6:30 PM Turner Classic Movies
Laughter In Paradise (1951 GB): The great Alistair Sim stars in this uproarious British comedy produced and directed by Italian expat Mario Zampi. Sim plays Captain James Deniston Russell, a retired Army officer looking to inherit a considerable sum of money (well, £50,000 – that was a lot in 1951!) from a recently deceased relative. There’s a catch, however: each of the four heirs (including - in addition to Sim – George Cole, Fay Compton, and Guy Middleton) must fulfill the requirements of the will’s codicil – and the codicil is quite onerous. The good Captain, for example, must spend a week in jail for a petty crime, whilst Middleton must marry the first woman he encounters (though presumably not Fay Compton’s character!). This is classic British comedy on par with Ealing’s best, and comes highly recommended.
12:10 AM The Movie Channel
Altered (2006 USA): Here’s one of those films the Blair Witch guys ( in this case, Eduardo Sanchez) made after getting rich in a hurry. It’s the slightly wacky tale of two men who find themselves in possession of an alien creature, who – 15 years previously – had abducted one his present day captors. Best described as a cross between E.T. and I Spit On Your Grave (with a little anal probing thrown in for good measure), Altered is perhaps better concept than film, but is a reasonably good attempt to do something a little different. Also airs at 3:10 AM.
4:20 AM HBO Signature
Las Acacias (2011 ARG-ESP): This terrific drama only needs three characters to capture and hold your attention, and only two of them have any dialogue! They’re Ruben (German da Silva), a grizzled trucker driving from Paraguay to Argentina; Jacinta (Hebe Duarte), a young hitchhiker trying to get home; and Anahi (the wonderfully expressive Nayra Mamani), Jacinta’s infant child. Las Acacias is basically 90 minutes of talking and driving, but is blessed with a truly wonderful screenplay courtesy Salvador Roselli and director Pablo Giorgelli. The film won a ton of well-deserved prizes on the festival circuit, including the Golden Camera at Cannes.

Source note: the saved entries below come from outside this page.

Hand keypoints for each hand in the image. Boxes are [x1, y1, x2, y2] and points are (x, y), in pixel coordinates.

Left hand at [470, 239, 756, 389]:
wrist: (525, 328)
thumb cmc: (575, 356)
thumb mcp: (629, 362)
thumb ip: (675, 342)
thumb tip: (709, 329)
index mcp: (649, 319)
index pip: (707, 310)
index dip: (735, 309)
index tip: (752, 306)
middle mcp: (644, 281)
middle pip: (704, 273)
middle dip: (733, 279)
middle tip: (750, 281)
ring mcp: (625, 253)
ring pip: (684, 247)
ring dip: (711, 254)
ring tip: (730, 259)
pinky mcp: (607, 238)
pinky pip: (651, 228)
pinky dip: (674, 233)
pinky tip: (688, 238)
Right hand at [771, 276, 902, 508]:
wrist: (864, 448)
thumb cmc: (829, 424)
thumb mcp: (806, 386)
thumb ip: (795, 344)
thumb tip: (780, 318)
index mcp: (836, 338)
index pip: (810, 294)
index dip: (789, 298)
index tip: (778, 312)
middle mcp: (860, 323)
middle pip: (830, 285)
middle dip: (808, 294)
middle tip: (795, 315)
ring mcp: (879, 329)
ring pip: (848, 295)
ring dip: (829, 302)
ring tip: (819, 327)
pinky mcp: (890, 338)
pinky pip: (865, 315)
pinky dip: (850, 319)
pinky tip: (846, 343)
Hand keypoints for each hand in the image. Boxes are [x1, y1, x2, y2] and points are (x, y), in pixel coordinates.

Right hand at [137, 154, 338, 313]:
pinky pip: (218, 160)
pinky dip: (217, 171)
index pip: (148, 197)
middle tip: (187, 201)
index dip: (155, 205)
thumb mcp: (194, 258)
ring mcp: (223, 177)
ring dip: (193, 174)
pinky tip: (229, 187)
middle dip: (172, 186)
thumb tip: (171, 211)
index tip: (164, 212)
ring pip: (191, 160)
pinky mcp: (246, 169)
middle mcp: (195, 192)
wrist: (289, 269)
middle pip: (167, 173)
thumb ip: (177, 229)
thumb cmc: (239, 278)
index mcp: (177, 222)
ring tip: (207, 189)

8:30 PM Turner Classic Movies
The Burglar (1957 USA): Here’s a film I last saw on the BBC...or maybe it was Channel 4. Regardless, I definitely saw The Burglar in the UK and can’t recall any US screenings of recent vintage, so this TCM broadcast is not to be missed. One of only a very few films penned by hardboiled novelist David Goodis (which probably explains why it’s as good as it is), The Burglar stars Dan Duryea as Nat Harbin, a two-bit gangster plotting the theft of a priceless necklace with the aid of moll Gladden (Jayne Mansfield) and fellow baddies Baylock and Dohmer (Peter Capell and Mickey Shaughnessy). Blending elements of routine crime drama and high-pitched noir into one irrisistable package, The Burglar also gave Mansfield an opportunity to break out of the ditzy blonde comedy roles she was generally stuck with. She makes the most of it.

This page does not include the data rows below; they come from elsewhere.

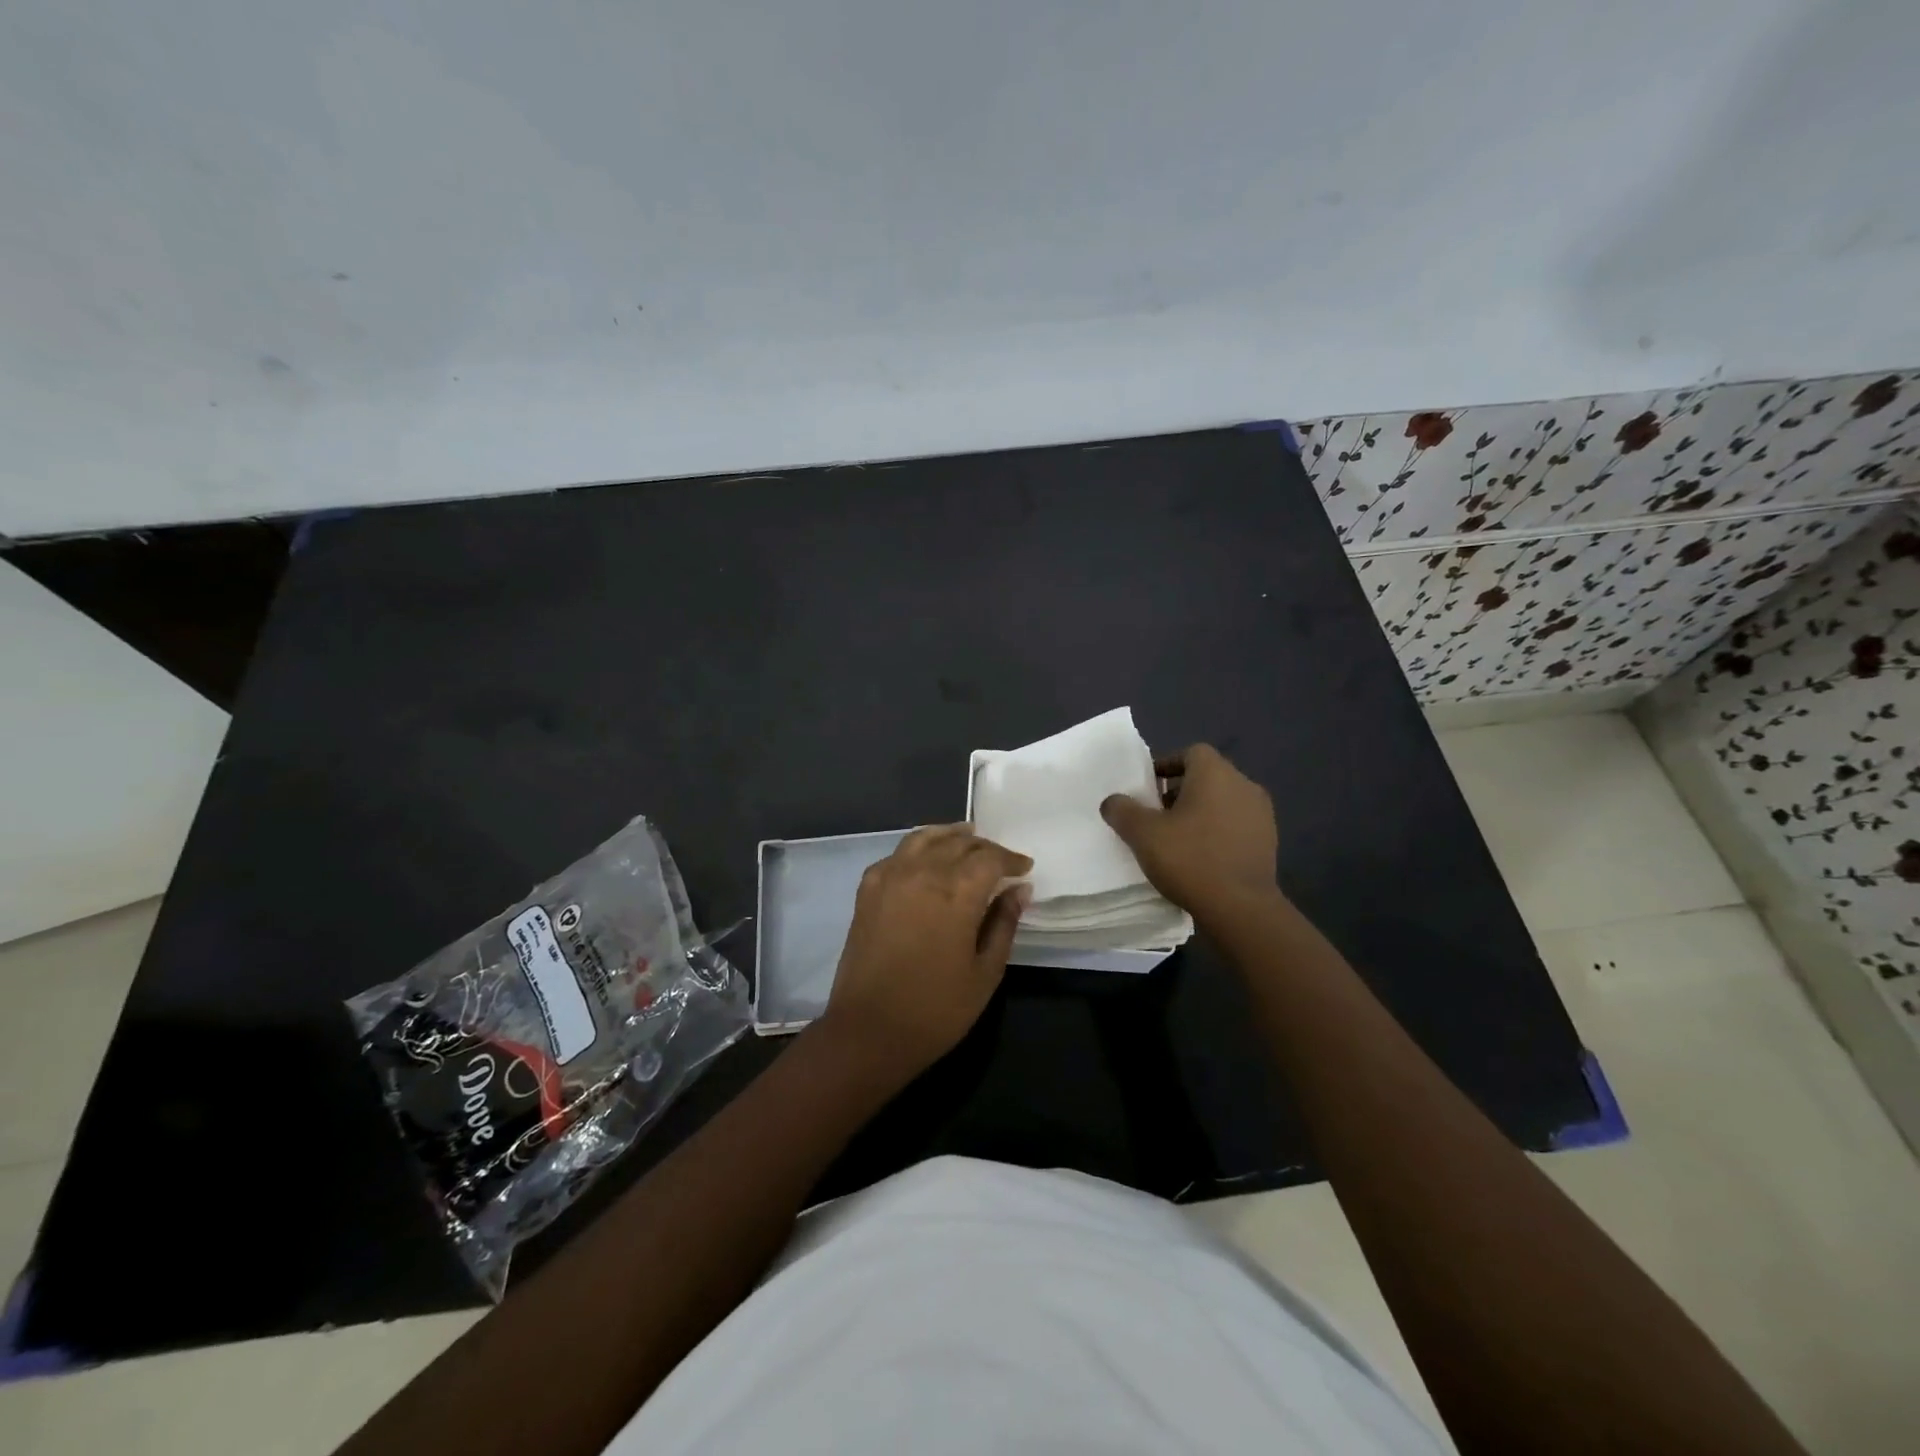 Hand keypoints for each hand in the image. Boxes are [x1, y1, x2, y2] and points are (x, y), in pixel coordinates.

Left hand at [822, 825, 1032, 1076]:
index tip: (1025, 868)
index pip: (990, 858)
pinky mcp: (868, 888)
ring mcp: (891, 877)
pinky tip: (926, 858)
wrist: (869, 1030)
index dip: (1011, 859)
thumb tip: (1020, 890)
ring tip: (966, 838)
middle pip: (959, 843)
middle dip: (985, 847)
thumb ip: (1004, 924)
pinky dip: (918, 848)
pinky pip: (897, 854)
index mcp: (957, 893)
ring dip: (950, 836)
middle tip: (1000, 859)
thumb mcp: (985, 972)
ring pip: (925, 838)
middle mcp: (923, 873)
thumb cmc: (936, 1009)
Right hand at [1099, 744, 1279, 923]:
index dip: (1167, 765)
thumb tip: (1113, 801)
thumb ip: (1122, 810)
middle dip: (1180, 791)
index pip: (1191, 753)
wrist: (1241, 908)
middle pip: (1207, 777)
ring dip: (1200, 813)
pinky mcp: (1269, 842)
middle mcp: (1244, 785)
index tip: (1148, 787)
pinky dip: (1218, 832)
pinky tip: (1201, 858)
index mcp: (1216, 773)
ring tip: (1177, 838)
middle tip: (1157, 815)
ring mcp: (1262, 814)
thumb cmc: (1190, 859)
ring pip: (1223, 802)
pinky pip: (1236, 826)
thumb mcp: (1142, 834)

11:30 PM Turner Classic Movies
The Burglars (1971 FRA): One burglar not enough for you? Try the family pack, available via this excellent French crime drama directed by Henri "Sicilian Clan" Verneuil. And yes, it’s a remake of The Burglar, this time set in Greece, where a group of no-goodniks (including Jean-Paul Belmondo, Robert Hossein, and Dyan Cannon) are matching wits with a tough cop (Omar Sharif) in an effort to get their mitts on an incredibly valuable piece of jewelry. Featuring a dynamite car chase sequence and a terrific Ennio Morricone score (complete with Edda del’Orso vocals), The Burglars makes its widescreen American television debut this evening.

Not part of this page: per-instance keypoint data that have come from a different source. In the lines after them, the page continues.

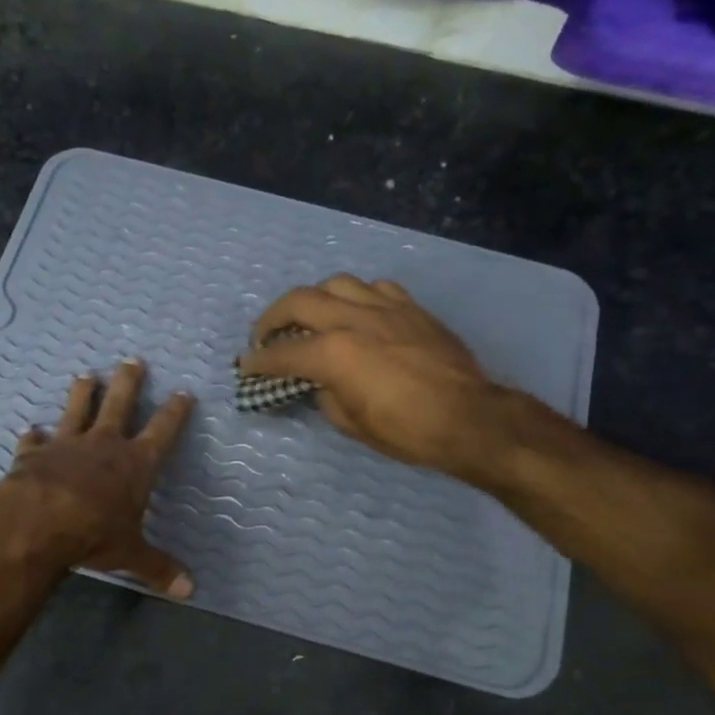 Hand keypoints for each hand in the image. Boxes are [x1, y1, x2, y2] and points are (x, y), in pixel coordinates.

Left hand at [0, 359, 195, 595]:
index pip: (163, 430)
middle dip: (129, 382)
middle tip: (132, 360)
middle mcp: (103, 445)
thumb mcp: (131, 554)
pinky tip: (30, 430)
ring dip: (83, 393)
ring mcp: (66, 445)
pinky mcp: (34, 455)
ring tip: (86, 375)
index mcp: (135, 463)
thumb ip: (159, 569)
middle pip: (120, 403)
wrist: (37, 523)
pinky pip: (35, 441)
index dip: (176, 411)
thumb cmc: (94, 533)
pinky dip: (33, 437)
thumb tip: (190, 592)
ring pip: (77, 409)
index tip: (184, 392)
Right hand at [238, 275, 497, 470]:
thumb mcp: (352, 423)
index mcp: (334, 353)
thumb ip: (326, 395)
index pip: (283, 353)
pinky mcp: (411, 307)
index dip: (259, 362)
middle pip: (300, 301)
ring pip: (336, 283)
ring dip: (313, 299)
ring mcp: (385, 307)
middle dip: (273, 318)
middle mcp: (354, 319)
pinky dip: (355, 297)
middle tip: (264, 336)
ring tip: (310, 318)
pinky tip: (356, 313)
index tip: (245, 366)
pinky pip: (374, 288)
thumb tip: (319, 383)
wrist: (469, 417)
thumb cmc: (407, 431) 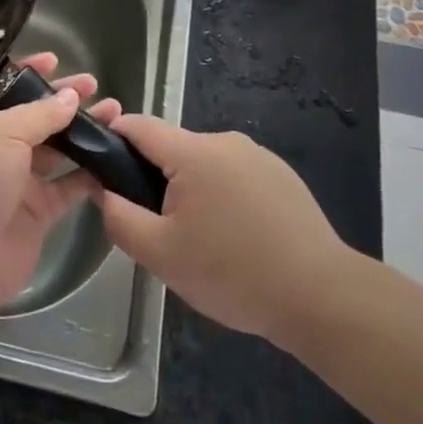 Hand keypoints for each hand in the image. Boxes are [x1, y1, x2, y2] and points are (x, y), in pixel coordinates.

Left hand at [0, 54, 117, 315]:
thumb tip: (70, 97)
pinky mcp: (39, 211)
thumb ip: (39, 114)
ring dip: (84, 133)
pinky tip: (115, 157)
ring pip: (58, 149)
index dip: (28, 73)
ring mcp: (19, 180)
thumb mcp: (1, 133)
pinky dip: (91, 174)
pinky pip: (70, 186)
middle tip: (96, 87)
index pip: (4, 87)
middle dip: (64, 101)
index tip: (56, 60)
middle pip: (36, 116)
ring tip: (116, 116)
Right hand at [90, 115, 358, 348]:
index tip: (99, 170)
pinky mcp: (282, 177)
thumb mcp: (160, 254)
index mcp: (194, 152)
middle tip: (156, 227)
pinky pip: (233, 176)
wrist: (323, 298)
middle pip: (171, 148)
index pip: (138, 125)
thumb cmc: (233, 273)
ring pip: (203, 164)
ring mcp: (259, 157)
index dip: (111, 139)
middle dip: (153, 178)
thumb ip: (119, 217)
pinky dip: (221, 198)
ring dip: (189, 190)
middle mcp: (226, 141)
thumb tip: (103, 190)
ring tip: (199, 241)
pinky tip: (234, 239)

6:00 AM Turner Classic Movies
The Wacky World of Mother Goose (1966 USA): Once upon a time, there was something called a "Saturday matinee." Parents would dump their children at the local cinema in the morning and enjoy a day of peace and quiet, while the kids would take in a few cartoons, perhaps a chapter-play, and a feature or two, all while screaming at the top of their lungs and hurling popcorn in all directions. Ushers hated it but theater owners loved it, because the house was full and they sold a ton of snacks. Sadly, this institution was dying out by the late 1960s, when The Wacky World of Mother Goose hove into view on screens across the nation and killed the Saturday matinee stone dead. Yes, this is an extremely rare film, but there’s a reason: it features some of the worst cut-rate animation you’ve ever seen, horrible songs, and terrible voice acting (other than that provided by headliner Margaret Rutherford). Even the least discriminating 21st century kids are not going to sit through this unless you tie ‘em down and dope ‘em up. You, however, can revel in the horror of it all and appreciate one of the worst films of all time - how Michael Medved failed to include it in his Golden Turkeys book is beyond me.
Midnight Fox Movie Channel
Making It (1971 USA): Hollywood eminence grise Peter Bart got his start with this comedy-drama about the sexual foibles of a young man in a hurry. Phil (Kristoffer Tabori) is a high school senior whose adolescent libido is taking him in all sorts of directions - including towards his P.E. teacher’s attractive wife (Marlyn Mason) and cute-as-a-button classmate Debbie (The Velvet Vampire’s Sherry Miles). Needless to say, all the canoodling gets him into deep waters - including an unwanted pregnancy that causes the film to shift abruptly and uneasily from goofy generation gap comedy to hyper-serious abortion drama. The shift is not well executed by Bart’s screenplay, but Making It’s interesting cast (including a very young Bob Balaban, John "Piglet" Fiedler, and not one but TWO Van Pattens) renders it classic TiVoPlex material.
11:00 PM Turner Classic Movies
Close-Up (1990 IRN): Warning: Abbas Kiarostami film ahead! For a lot of folks, Kiarostami’s e x t r e m e l y d e l i b e r a t i v e brand of filmmaking is a total (and understandable) turnoff. If, however, you have no problem with a guy who makes Ingmar Bergman look like Michael Bay, you will be delighted to see this film appearing tonight on TCM. There’s the added benefit of a generous dose of meta, with fellow director Mohsen Makhmalbaf starring as himself and Hossain Sabzian playing...a man impersonating Mohsen Makhmalbaf! This I promise: you definitely haven’t seen another film quite like Close-Up.
8:45 AM Encore Action
Firewalker (1986 USA): At the polar opposite of Close-Up sits this Chuck Norris action epic, in which the Chuckster and Louis Gossett, Jr. play fortune hunters out to find a lost cache of valuables in Mexico. There are very few films I only give a "1" to on IMDb, but this is one of ‘em. I’ve purged my memory of precisely what renders Firewalker so awful, so you’ll have to tune in for the gruesome details.